What the exercise asks
Copy out every line of the data that has the word "gazetteer" somewhere in it.

Recorded information
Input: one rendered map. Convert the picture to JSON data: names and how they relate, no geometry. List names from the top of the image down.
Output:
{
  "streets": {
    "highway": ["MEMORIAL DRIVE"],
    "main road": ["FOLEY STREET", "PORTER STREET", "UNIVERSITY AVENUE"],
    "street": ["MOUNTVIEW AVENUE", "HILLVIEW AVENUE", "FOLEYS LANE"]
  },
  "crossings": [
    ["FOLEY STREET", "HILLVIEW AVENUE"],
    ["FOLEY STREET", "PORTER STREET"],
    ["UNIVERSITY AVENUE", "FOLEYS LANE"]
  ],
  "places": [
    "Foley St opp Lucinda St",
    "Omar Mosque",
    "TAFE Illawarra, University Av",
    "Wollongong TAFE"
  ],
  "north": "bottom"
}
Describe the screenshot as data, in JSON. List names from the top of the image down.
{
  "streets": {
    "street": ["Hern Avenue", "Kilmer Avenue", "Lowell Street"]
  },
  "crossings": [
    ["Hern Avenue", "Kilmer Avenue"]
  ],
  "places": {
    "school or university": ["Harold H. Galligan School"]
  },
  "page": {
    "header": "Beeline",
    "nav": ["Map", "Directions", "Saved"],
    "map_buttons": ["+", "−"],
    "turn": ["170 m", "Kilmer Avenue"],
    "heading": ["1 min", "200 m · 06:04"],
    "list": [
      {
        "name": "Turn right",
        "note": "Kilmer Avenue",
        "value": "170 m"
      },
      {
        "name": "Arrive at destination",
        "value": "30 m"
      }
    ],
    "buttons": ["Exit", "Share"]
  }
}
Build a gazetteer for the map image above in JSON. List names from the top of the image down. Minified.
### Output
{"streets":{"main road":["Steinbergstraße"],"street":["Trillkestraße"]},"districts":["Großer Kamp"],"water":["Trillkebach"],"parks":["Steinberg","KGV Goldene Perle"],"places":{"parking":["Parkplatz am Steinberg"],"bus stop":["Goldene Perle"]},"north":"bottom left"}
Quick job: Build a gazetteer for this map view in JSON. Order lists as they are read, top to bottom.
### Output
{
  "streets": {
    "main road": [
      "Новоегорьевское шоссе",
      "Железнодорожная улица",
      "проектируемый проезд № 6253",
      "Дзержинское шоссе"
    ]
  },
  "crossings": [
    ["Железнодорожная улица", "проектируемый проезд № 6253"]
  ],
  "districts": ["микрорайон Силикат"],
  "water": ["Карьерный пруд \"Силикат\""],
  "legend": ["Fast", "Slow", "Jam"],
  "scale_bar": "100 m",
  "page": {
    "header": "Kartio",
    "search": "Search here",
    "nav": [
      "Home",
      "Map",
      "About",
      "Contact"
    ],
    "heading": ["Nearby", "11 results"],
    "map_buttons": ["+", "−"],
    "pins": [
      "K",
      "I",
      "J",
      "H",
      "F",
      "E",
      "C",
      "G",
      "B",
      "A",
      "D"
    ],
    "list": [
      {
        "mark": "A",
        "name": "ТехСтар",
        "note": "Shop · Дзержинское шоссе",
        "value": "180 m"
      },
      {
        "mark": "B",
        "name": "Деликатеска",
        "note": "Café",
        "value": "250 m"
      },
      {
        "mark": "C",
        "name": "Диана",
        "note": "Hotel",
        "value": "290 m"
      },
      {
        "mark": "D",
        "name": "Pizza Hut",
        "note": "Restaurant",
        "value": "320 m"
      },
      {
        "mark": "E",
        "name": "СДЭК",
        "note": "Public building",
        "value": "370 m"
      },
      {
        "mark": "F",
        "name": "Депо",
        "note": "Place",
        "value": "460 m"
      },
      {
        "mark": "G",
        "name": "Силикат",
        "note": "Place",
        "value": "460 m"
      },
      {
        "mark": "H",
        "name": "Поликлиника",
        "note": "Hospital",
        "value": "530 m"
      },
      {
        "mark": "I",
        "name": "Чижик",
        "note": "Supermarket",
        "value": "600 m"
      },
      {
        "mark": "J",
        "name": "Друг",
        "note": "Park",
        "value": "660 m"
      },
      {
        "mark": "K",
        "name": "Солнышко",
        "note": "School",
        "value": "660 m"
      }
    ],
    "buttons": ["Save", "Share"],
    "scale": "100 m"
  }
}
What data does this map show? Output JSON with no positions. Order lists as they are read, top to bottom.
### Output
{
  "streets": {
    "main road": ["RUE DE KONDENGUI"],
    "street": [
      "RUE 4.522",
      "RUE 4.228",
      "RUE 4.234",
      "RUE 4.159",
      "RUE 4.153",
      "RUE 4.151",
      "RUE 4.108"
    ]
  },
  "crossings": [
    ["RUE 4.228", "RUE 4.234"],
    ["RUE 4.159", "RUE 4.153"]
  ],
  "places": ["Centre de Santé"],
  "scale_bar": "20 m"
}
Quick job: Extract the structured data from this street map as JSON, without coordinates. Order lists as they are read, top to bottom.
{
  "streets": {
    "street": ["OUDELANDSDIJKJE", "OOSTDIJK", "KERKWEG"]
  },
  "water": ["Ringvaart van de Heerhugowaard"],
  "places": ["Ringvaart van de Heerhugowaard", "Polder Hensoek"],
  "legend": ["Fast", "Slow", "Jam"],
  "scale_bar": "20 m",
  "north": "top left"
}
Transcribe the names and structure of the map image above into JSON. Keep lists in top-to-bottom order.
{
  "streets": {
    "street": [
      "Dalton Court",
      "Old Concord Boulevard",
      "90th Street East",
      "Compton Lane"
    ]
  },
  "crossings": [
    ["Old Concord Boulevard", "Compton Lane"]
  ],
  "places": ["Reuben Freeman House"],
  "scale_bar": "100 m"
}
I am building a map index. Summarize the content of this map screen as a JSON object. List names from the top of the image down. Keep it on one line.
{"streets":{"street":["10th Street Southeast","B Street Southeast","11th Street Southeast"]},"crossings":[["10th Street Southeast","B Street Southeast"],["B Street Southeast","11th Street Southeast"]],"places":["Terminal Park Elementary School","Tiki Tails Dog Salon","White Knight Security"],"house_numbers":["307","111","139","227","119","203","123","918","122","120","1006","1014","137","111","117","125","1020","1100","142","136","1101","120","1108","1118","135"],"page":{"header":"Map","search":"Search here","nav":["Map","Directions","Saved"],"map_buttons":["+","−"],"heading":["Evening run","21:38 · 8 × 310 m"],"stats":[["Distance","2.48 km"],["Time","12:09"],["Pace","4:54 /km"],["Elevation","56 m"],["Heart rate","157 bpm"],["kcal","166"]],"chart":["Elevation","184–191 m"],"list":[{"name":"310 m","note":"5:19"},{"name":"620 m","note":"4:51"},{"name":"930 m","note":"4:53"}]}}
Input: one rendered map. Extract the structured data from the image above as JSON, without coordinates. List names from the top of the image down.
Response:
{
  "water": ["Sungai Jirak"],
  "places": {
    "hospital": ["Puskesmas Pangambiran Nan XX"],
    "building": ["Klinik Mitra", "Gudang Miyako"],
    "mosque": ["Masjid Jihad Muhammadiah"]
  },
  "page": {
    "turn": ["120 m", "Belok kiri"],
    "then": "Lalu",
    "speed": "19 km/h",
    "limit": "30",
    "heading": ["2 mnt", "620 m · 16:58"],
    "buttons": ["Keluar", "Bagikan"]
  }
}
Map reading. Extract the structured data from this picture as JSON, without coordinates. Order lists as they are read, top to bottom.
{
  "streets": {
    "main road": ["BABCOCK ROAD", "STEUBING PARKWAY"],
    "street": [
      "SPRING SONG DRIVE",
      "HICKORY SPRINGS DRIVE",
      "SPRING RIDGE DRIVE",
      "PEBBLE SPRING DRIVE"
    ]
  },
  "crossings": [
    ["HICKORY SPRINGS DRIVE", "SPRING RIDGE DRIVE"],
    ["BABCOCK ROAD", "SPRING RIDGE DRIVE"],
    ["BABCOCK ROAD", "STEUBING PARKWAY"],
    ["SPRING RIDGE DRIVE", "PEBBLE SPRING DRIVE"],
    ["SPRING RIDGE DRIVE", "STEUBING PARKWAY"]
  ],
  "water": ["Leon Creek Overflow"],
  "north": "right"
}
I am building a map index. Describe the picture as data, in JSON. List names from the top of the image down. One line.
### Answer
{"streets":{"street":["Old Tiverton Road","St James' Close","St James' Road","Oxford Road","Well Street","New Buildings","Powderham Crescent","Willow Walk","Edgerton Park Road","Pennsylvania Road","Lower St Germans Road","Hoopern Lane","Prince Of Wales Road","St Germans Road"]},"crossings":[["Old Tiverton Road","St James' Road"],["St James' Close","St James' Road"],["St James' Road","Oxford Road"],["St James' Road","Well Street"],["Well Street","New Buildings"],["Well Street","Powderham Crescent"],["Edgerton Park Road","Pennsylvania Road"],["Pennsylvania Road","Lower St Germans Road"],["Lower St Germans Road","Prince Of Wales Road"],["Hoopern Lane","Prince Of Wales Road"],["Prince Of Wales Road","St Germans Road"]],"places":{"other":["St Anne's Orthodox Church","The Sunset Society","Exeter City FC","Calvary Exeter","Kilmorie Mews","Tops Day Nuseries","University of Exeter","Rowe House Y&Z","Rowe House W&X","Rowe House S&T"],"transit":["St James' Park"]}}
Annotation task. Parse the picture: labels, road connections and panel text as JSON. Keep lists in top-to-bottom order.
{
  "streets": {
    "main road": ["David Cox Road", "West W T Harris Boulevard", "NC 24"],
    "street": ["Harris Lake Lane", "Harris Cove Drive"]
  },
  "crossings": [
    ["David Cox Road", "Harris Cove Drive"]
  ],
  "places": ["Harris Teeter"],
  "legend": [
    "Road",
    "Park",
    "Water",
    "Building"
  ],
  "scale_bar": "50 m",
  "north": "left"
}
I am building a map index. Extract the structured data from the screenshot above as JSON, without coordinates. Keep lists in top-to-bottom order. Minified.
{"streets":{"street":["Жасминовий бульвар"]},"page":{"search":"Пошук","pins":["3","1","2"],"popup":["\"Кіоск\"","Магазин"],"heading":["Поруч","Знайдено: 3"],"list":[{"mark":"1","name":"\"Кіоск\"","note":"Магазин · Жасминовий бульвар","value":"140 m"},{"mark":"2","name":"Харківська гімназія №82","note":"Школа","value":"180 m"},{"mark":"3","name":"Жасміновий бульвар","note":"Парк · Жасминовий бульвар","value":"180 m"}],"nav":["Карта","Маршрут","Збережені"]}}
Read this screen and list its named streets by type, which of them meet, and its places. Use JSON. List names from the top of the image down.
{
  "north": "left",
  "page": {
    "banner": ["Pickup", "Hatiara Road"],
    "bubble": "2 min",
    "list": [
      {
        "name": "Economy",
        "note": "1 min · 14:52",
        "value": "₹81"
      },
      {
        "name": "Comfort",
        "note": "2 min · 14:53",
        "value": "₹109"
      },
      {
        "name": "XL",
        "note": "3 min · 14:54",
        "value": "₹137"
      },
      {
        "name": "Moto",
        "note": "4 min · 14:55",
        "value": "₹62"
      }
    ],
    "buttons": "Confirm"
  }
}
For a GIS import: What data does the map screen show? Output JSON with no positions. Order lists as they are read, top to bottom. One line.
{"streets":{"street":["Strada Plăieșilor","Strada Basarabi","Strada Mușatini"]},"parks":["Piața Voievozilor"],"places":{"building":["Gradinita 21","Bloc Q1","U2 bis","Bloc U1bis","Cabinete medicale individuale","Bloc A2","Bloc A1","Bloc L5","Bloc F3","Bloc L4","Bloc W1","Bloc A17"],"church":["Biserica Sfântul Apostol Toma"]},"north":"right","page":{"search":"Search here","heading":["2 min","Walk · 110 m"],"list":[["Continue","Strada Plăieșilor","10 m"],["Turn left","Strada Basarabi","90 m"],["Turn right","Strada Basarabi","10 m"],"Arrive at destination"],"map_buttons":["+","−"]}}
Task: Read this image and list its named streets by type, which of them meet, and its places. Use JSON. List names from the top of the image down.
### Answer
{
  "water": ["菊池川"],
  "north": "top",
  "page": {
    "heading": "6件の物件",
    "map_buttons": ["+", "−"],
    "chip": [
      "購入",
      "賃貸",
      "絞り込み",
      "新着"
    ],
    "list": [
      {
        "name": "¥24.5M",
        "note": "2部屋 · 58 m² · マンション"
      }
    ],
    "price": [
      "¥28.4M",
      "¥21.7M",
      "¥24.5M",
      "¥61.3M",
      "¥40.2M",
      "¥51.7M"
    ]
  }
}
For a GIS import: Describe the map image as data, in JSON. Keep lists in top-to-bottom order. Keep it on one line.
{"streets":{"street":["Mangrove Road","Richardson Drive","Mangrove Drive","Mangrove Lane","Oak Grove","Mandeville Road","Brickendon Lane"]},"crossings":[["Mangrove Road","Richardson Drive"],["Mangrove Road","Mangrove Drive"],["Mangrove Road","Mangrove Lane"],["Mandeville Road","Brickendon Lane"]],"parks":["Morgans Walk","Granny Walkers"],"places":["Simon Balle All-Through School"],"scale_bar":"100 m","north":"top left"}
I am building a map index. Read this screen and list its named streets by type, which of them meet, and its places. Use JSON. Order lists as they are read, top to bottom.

Reply
Build a gazetteer for the map image above in JSON. List names from the top of the image down. Minified.
Quick job: Build a gazetteer for this map view in JSON. Order lists as they are read, top to bottom.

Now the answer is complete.